■ **DATA IN THIS EXERCISE**
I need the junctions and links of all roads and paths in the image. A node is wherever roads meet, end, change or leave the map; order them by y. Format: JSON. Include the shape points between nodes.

* * *

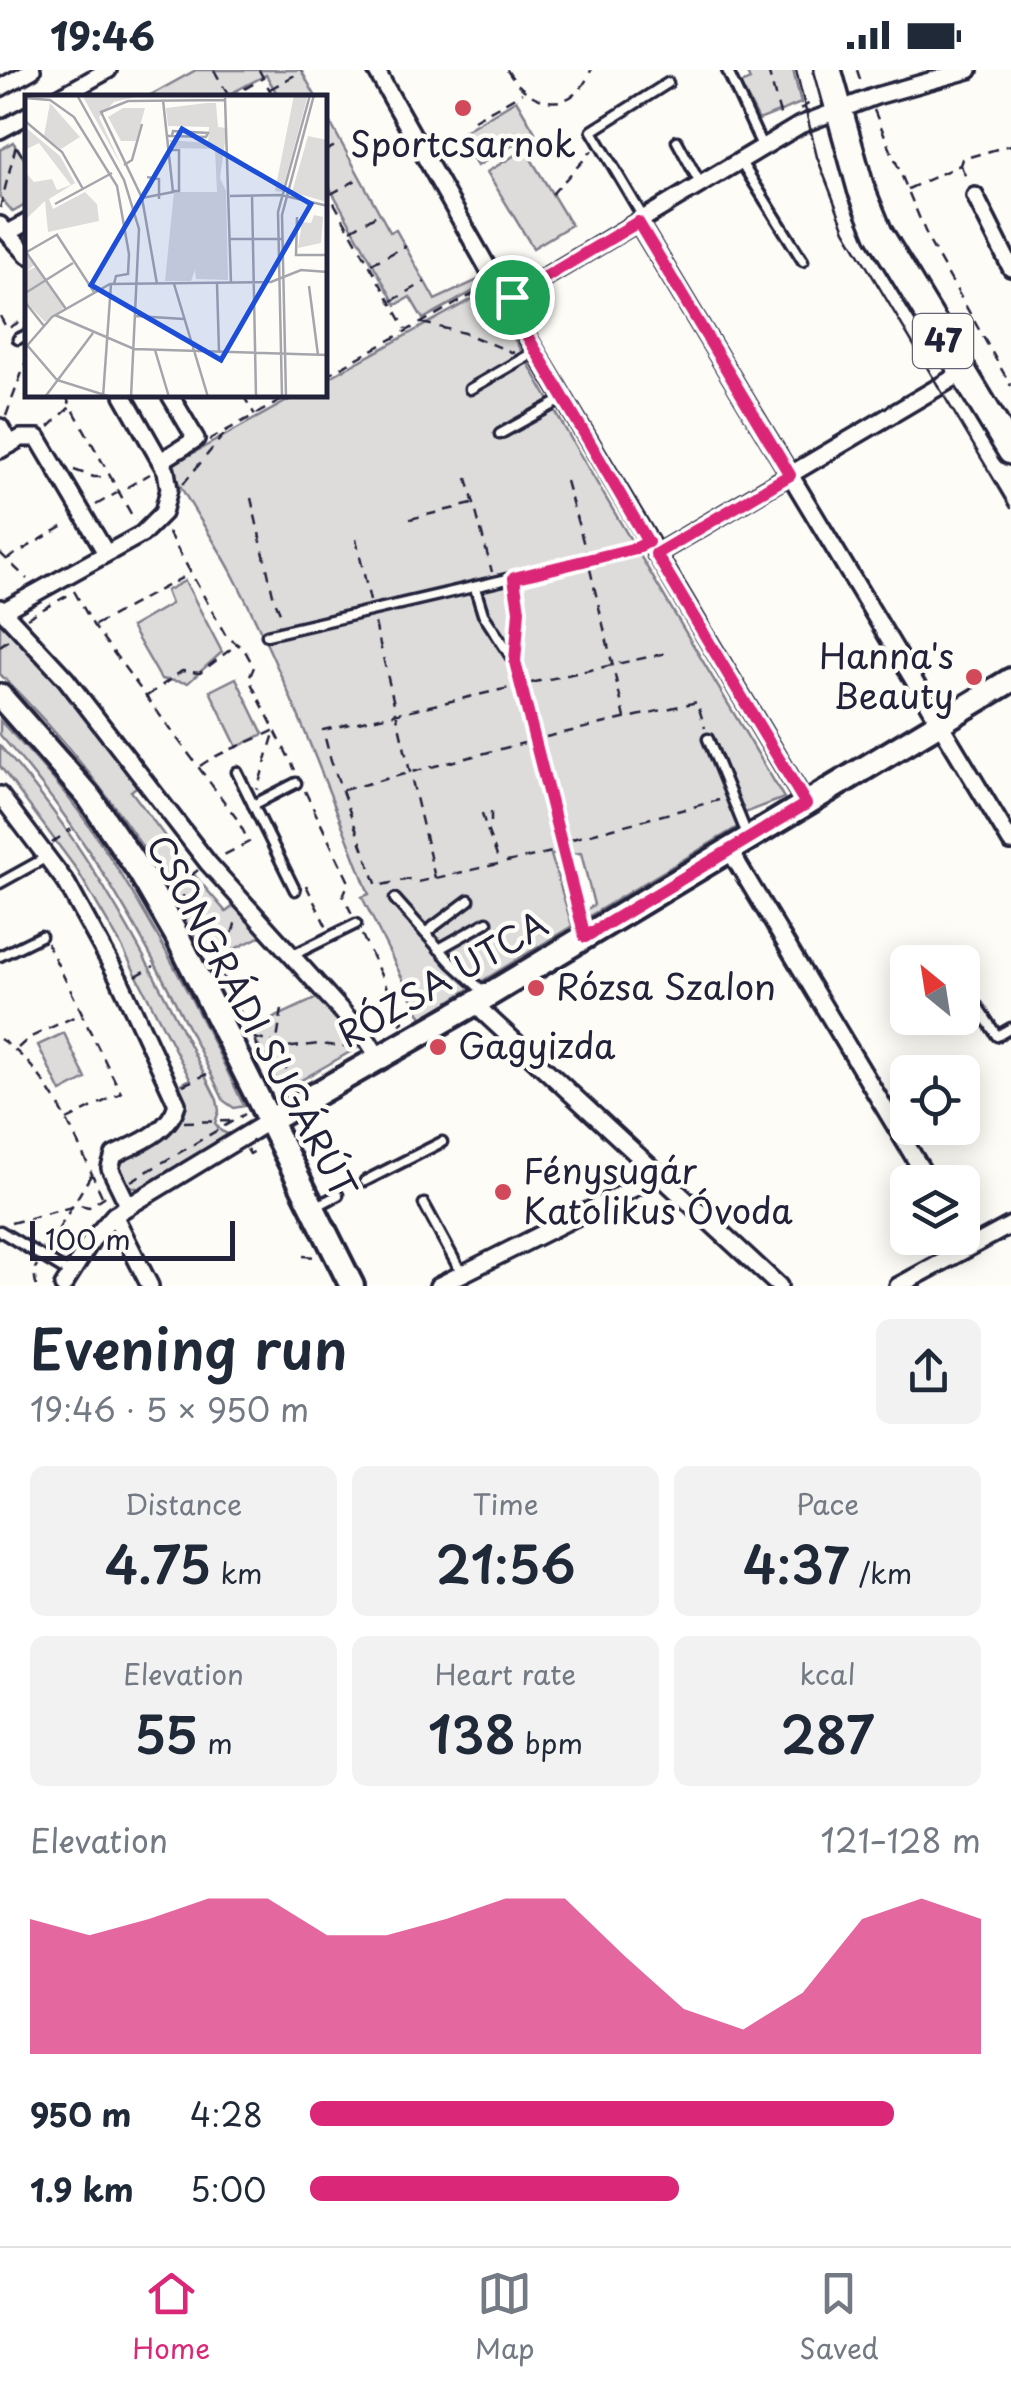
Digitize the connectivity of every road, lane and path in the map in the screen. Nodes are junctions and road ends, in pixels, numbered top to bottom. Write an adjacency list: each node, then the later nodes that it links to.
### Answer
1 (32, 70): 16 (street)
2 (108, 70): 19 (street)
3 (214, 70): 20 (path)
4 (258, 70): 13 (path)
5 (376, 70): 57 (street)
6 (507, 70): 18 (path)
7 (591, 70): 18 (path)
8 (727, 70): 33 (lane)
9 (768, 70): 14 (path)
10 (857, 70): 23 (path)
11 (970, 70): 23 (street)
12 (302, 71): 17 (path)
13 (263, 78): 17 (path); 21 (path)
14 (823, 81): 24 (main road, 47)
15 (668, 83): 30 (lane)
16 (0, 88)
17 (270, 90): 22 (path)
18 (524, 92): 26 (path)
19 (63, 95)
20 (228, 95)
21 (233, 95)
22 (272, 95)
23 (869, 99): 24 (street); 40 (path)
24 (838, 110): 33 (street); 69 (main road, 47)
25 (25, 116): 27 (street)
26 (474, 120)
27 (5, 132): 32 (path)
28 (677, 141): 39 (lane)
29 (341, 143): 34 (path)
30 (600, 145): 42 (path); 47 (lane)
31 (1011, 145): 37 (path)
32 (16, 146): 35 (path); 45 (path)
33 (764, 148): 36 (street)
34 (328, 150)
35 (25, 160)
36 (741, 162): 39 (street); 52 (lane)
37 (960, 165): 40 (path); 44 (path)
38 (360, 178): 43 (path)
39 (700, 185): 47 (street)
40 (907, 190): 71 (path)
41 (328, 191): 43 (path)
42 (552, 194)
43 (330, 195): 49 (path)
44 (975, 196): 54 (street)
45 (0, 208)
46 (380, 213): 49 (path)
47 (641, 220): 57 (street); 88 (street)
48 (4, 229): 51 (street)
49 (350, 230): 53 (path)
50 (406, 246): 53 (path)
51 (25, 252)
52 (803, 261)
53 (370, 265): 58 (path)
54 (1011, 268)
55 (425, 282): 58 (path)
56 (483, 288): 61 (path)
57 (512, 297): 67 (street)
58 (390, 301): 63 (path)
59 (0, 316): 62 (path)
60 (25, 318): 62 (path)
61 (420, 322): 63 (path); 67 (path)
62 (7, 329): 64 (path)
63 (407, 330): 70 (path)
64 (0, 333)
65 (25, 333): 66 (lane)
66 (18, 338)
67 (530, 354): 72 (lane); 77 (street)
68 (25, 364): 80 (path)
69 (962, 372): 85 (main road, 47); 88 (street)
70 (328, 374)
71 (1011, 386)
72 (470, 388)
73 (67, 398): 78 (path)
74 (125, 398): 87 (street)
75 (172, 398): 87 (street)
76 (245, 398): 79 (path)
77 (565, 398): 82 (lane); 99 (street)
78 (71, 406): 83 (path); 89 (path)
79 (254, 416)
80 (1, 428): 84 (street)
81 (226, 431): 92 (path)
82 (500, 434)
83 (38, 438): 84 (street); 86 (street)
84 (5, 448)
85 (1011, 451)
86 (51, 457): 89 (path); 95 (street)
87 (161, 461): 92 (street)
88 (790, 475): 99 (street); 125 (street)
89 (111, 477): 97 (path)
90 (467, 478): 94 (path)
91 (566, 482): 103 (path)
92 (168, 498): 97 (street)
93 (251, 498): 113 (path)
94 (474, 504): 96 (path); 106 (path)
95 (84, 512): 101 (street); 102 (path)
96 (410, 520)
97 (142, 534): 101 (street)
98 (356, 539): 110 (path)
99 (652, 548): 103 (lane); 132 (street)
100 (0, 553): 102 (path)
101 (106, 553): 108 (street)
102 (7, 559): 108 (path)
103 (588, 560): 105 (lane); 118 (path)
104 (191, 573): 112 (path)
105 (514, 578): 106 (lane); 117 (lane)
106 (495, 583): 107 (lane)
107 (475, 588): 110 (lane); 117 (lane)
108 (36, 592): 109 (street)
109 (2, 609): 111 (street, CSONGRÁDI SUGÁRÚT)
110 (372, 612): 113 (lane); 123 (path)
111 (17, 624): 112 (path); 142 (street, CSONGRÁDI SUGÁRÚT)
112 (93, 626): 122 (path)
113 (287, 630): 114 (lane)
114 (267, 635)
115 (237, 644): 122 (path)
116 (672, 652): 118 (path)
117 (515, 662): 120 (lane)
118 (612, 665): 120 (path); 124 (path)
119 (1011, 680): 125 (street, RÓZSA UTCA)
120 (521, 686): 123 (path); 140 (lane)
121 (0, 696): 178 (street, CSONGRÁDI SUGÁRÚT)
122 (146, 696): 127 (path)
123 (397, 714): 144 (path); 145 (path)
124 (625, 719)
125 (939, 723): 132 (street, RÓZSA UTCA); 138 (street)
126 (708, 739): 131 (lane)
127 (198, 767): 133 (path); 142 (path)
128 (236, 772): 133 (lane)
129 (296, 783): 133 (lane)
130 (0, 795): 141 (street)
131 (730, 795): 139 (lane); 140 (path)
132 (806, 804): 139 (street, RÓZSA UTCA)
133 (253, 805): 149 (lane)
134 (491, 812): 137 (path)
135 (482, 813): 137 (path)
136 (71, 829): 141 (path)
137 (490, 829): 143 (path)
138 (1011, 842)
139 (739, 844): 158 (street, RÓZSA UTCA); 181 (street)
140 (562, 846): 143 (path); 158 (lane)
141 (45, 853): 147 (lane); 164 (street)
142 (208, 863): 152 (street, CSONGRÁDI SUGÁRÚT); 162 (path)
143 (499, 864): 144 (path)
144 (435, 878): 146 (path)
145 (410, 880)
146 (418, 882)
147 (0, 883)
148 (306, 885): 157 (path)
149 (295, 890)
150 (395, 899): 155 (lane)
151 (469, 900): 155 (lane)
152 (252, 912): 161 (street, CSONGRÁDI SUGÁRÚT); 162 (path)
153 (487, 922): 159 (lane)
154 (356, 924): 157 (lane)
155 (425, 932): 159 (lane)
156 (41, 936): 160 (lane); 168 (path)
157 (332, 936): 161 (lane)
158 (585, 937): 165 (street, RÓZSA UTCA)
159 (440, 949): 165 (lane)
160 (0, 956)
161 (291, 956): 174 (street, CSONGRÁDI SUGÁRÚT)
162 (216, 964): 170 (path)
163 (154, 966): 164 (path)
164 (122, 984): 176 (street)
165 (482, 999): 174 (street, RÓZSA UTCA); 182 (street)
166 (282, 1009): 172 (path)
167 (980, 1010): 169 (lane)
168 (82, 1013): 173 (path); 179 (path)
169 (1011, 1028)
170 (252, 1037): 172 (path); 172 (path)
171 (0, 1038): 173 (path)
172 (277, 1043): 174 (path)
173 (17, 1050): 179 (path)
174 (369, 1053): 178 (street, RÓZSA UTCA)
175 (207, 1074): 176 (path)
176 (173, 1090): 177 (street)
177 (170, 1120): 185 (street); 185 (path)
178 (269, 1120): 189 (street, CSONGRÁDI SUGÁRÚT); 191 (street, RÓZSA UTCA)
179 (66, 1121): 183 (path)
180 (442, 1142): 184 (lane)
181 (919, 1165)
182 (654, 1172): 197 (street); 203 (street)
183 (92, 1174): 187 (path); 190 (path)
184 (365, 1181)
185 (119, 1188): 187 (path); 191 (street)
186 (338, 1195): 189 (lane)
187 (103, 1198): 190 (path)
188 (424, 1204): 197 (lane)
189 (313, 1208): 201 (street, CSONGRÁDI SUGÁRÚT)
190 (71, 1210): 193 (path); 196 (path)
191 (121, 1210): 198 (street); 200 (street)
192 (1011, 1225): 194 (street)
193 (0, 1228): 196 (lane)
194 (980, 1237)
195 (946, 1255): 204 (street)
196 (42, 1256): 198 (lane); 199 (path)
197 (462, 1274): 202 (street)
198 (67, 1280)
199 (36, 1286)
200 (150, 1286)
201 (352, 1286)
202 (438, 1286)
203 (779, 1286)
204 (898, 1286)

■ **DIRECTIONS**
Go through the records above. Copy each line in which the string "junctions" appears.

■ **TASK ANSWER**
I need the junctions and links of all roads and paths in the image. A node is wherever roads meet, end, change or leave the map; order them by y. Format: JSON. Include the shape points between nodes.
Digitize the connectivity of every road, lane and path in the map in the screen. Nodes are junctions and road ends, in pixels, numbered top to bottom. Write an adjacency list: each node, then the later nodes that it links to.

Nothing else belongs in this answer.